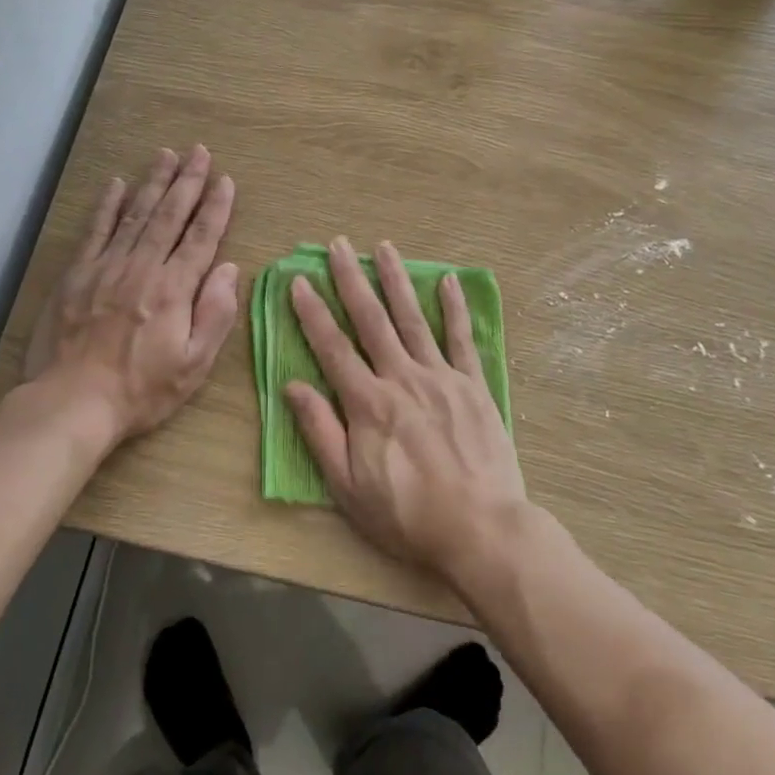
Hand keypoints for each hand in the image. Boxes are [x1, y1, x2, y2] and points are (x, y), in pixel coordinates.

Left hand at [23, 146, 239, 442]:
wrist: (72, 402)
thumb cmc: (140, 390)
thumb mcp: (194, 365)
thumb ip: (215, 313)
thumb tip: (230, 269)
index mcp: (174, 289)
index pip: (201, 237)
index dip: (216, 207)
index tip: (226, 180)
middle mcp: (142, 267)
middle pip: (170, 215)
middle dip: (188, 181)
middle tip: (199, 151)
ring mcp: (106, 266)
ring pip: (136, 214)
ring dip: (153, 182)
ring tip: (167, 155)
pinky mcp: (77, 274)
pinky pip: (96, 230)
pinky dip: (108, 205)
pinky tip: (117, 184)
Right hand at [285, 237, 527, 585]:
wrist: (481, 529)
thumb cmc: (407, 515)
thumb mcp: (348, 487)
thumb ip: (320, 432)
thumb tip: (293, 385)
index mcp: (368, 403)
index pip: (332, 347)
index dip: (312, 312)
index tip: (299, 280)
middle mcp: (402, 378)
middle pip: (371, 320)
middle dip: (351, 279)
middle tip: (338, 245)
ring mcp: (441, 377)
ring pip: (413, 318)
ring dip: (396, 280)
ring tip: (383, 247)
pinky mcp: (473, 385)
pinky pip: (461, 339)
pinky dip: (454, 307)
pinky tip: (447, 280)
- - -
▶ [Task statement]: Each record above goes into the copy word for word; the pictures do not.

▶ [Problem solution]:
Hand keypoints for each hand in the image. Boxes are [x1, y1, x2, y2] and points are (x, y), in pixel coordinates.

Left hand at [23, 146, 239, 442]:
wrist: (72, 402)
thumb cmc: (140, 390)
thumb mcp: (194, 365)
thumb ip: (215, 313)
thumb tip: (230, 269)
index mcp: (174, 289)
index pip: (201, 237)
index dip: (216, 207)
index tip: (226, 180)
middle mcp: (142, 267)
middle pip: (170, 215)
middle dip: (188, 181)
middle tip: (199, 151)
ring mcp: (106, 266)
ring pip: (136, 214)
ring dip: (153, 182)
ring tip: (167, 155)
pinky mcp: (77, 274)
pinky pip: (96, 230)
pinky dip: (108, 205)
pinky tip: (117, 184)
Right hand at [285, 237, 527, 585]:
wrist: (481, 529)
thumb cmc: (407, 515)
thumb mcp: (348, 487)
thumb ip: (320, 432)
thumb tip: (293, 385)
index mcp: (368, 403)
index pip: (332, 347)
index dip: (312, 312)
index tip: (299, 280)
middle mcp: (402, 378)
middle pip: (371, 320)
middle dip: (351, 279)
middle tip: (338, 245)
ring mcp: (441, 377)
ring pip: (413, 318)
ring dip: (396, 280)
ring tip: (383, 247)
pinky mcp: (473, 385)
pinky pip: (461, 339)
pinky dip: (454, 307)
pinky tip: (447, 280)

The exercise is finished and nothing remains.